Work instructions:
Using the material below, return exactly the lines between the one holding "middle mcp: (169, 135)" and the one holding "pinky dip: (229, 119)", inclusive, and no others.

Extracted entries:
§ §

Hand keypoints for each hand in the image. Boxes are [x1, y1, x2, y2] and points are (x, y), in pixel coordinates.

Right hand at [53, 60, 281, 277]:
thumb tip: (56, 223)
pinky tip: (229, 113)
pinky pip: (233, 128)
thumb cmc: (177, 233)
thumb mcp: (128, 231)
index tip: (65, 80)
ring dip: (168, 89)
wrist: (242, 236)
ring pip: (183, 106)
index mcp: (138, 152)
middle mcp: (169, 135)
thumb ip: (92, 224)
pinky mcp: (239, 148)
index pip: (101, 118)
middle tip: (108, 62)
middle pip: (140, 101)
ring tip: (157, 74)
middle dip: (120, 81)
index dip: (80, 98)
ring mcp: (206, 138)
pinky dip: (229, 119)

§ §

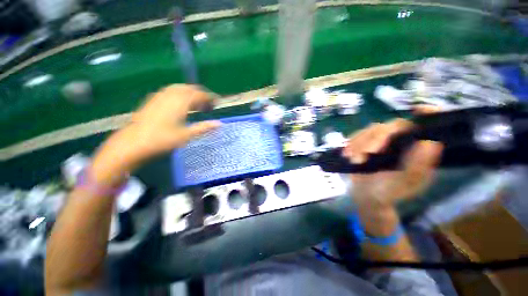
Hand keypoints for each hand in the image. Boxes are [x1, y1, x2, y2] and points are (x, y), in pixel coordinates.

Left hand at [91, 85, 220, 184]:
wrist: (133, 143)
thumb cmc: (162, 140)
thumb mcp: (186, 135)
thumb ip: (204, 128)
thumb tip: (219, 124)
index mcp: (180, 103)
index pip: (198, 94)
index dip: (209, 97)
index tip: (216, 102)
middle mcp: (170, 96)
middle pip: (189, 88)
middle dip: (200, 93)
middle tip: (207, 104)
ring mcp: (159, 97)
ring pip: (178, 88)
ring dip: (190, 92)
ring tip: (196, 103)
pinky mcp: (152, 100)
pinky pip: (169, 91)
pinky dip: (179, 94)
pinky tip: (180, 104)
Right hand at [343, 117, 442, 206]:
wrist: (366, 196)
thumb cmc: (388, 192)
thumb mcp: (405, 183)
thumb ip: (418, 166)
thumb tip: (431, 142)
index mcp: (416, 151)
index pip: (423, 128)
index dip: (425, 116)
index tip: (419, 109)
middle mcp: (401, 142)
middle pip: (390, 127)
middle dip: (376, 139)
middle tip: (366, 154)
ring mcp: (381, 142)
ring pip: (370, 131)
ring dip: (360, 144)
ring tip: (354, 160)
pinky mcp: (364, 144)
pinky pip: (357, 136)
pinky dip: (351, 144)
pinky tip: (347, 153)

§ §

Expected output:
middle mcp: (169, 135)
thumb ip: (92, 224)
pinky mcp: (239, 148)
index pip: (101, 118)
middle tip: (108, 62)
middle pip: (140, 101)
ring tip: (157, 74)
middle dip: (120, 81)
index dip: (80, 98)
ring mcp: (206, 138)
pinky dip: (229, 119)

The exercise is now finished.